The improved performance in the UK/Europe retail division was 
driven by the rationalisation of the store portfolio actioned in 
both the current and previous years, coupled with like-for-like 
(LFL²) sales growth of 0.8% for the year, achieved in what 
continues to be a particularly challenging retail market place in 
the UK. In addition, we achieved good wholesale revenue 
growth in both UK/Europe and North America reflecting the 
high sell through of the product ranges in both territories, 
particularly in the online channels. 

Licence income for the year continued to be strong with 
additional income from DFS and Interparfums, although offset 
by a reduction from our Australian territory licensee who has 
been undergoing a reorganisation of their operations.

During the year we have clearly seen the benefits of the work 
we have been doing to increase the awareness of the 
French Connection brand in the improved performance and the 
recent advertising campaigns have resonated particularly well 
with consumers. We continuously work to develop and improve 
the collections, as product is at the core of everything we do.

Retail
Overall retail revenue decreased by 5.5% to £83.1m (-6.0% at 
constant currency3) with the impact of the increased LFL 
sales of 0.8% being offset by the closure of a further eleven 
non-contributing locations during the year (seven stores in  
UK/Europe and four concessions).

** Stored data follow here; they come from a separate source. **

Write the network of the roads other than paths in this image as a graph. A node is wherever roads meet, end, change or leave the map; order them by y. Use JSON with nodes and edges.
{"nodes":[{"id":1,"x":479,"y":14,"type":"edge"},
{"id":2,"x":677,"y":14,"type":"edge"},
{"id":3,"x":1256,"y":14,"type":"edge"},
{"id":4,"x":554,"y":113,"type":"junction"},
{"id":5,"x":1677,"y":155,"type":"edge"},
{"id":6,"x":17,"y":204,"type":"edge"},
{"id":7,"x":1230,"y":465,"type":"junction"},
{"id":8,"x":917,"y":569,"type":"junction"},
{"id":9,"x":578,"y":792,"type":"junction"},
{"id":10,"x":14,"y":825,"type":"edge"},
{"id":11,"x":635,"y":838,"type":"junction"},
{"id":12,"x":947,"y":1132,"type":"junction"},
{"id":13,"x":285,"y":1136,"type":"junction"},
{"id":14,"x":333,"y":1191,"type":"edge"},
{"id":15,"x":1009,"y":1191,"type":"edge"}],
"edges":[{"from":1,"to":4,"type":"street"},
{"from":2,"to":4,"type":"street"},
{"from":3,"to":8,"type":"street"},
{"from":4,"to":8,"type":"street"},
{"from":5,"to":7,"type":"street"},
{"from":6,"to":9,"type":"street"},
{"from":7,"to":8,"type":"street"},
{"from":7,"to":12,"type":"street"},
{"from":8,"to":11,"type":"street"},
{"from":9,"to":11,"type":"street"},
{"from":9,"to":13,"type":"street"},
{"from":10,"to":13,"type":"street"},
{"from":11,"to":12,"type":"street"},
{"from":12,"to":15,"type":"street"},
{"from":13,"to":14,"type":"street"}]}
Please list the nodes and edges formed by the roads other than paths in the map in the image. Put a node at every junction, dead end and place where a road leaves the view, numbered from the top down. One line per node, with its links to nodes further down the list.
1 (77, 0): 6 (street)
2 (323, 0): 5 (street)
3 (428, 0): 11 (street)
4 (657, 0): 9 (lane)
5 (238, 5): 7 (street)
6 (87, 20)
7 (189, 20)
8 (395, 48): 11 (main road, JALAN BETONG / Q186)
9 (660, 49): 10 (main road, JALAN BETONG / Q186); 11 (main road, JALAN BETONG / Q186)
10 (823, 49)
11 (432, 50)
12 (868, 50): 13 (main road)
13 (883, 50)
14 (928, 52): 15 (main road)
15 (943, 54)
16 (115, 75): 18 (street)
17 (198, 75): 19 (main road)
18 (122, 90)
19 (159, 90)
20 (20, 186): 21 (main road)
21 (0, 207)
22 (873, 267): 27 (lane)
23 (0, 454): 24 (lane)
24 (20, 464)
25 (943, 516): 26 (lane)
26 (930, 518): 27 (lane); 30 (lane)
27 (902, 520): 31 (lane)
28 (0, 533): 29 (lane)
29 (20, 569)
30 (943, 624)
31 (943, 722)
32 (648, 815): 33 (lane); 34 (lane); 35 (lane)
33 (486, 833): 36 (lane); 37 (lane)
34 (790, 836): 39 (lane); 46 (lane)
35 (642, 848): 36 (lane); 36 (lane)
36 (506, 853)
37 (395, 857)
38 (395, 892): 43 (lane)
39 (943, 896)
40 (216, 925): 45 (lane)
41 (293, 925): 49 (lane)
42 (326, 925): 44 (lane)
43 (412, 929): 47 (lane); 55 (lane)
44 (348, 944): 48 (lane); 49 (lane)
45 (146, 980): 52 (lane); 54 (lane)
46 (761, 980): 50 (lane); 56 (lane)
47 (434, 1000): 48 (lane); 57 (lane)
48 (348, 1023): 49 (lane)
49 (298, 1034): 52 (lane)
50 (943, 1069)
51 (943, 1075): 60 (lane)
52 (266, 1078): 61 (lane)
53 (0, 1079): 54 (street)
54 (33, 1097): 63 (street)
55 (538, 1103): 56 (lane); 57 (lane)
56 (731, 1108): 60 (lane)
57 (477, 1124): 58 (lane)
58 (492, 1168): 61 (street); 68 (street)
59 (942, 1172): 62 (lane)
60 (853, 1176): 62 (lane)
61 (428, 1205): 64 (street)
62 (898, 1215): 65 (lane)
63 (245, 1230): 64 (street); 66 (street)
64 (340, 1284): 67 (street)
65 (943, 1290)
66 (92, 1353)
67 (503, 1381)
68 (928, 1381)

We are still targeting to have 
reduced our store portfolio to around 30 full price French 
Connection stores by the end of the new financial year. With 
one store already closed and another five already planned to 
close later in the year, we also continue to work on a number of 
other opportunities. Importantly though during the second half 
of the year we opened a new store in Manchester, under our 
new store concept. This is the first store we have opened in the 
UK for a considerable amount of time and serves as a great 
representation of the brand, in a smaller location but in a key 
market. Performance to date had been encouraging. The 
average lease length of the remaining UK/Europe stores is 
2.9 years (2017: 3.2 years).

Gross margins reduced during the year to 56.3% (2017: 56.8%) 
again reflecting the higher proportion of sales through our 
outlet stores as the full price store portfolio reduced. The 
margin achieved in the full price stores initially increased 
reflecting improved full price trading but was reduced overall by 
slightly higher levels of markdown during the winter sale period. 
In addition we cleared some older season stock during the 
second half of the year in the outlet stores. Underlying 
overheads4 increased by 2.3%, reflecting inflationary increases, 
particularly in business rates and staff costs, offset by tight 
ongoing management of costs. Overall therefore the 
performance of the retail division improved significantly during 
the year.

2

Ecommerce revenue grew by 3.1% and now represents 29.7% 
of retail revenue. Over the last year we have focused our online 
trading strategy to improve our full price revenue, although this 
has also resulted in a reduction in discounted sales. We are 
currently in the middle of a programme of investment in the 
infrastructure of the site to provide greater flexibility and speed 
to the ongoing development and enhancements required in this 
fast moving channel. We anticipate seeing the benefits of this 
feed through during the current year and will move to increase 
our levels of digital marketing spend as this progresses. Mobile 
continues to be a growing proportion of our online activity 
generating 46.8% of traffic, up from 39.7% last year.

Wholesale
Revenue in the year increased by 8.6% to £70.9m (7.1% at 
constant currency). We saw strong growth in both UK/Europe 
and North America during the year, although this was partially 
offset by a reduction in volumes to our License partner in 
Australia. In UK/Europe we achieved particularly good growth 
with a broad range of different online customers while 
maintaining our current client base. In North America the core 
department store business grew well across the majority of 
accounts, following on from the improvements seen during the 
second half of last year.

Gross margins at 32.2% were up 1.3% on last year driven by 
the growth in full price sales in the year. Costs were again 
tightly controlled and in constant currency terms were down 
0.8% on last year, despite the increased revenue. This resulted 
in a 25% increase in wholesale underlying operating profit to 
£12.5m.

Spring 18 orders are well ahead of this time last year and the 
initial reaction to the Winter 18 collection from customers has 
been very positive; we expect the trends we have seen over the 
last year to continue. 

Licensing
Licence income was flat on last year at £6.3m reflecting a 
continued very good performance from DFS and contribution 
from the fragrance licence with Interparfums, offset by a 
reduction in income from our Australian licensee who has now 
completed a rationalisation of their business. We have signed 
new jewellery and homeware licences for North America during 
this year and these will start to contribute in the new financial 
year. Negotiations continue in a number of other product 
categories which we believe will enhance our current portfolio.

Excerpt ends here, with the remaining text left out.